== Records supplied ==
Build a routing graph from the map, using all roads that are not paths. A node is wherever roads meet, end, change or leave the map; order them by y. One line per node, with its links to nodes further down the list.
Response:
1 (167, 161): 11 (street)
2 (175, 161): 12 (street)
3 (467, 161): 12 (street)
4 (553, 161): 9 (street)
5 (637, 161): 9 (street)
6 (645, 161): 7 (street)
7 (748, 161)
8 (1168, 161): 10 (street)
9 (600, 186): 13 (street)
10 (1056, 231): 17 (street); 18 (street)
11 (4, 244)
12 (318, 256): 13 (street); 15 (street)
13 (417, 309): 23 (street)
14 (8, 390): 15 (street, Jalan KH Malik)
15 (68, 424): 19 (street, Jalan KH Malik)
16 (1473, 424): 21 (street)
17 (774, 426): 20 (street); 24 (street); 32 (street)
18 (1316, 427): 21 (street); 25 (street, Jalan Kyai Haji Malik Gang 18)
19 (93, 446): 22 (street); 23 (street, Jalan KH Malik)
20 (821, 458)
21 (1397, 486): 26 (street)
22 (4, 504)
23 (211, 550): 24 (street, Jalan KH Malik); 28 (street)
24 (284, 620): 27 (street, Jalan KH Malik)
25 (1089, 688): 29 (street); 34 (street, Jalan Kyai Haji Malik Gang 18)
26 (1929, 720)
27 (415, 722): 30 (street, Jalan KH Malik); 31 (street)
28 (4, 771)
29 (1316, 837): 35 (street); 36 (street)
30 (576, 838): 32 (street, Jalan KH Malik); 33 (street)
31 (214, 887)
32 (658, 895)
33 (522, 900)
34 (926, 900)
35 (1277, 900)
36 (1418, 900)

== Task to carry out ==
Report each line of the records that holds the word "Jalan".

== Solution ==
14 (8, 390): 15 (street, Jalan KH Malik)
15 (68, 424): 19 (street, Jalan KH Malik)
18 (1316, 427): 21 (street); 25 (street, Jalan Kyai Haji Malik Gang 18)
19 (93, 446): 22 (street); 23 (street, Jalan KH Malik)
23 (211, 550): 24 (street, Jalan KH Malik); 28 (street)
24 (284, 620): 27 (street, Jalan KH Malik)
25 (1089, 688): 29 (street); 34 (street, Jalan Kyai Haji Malik Gang 18)
27 (415, 722): 30 (street, Jalan KH Malik); 31 (street)
30 (576, 838): 32 (street, Jalan KH Malik); 33 (street)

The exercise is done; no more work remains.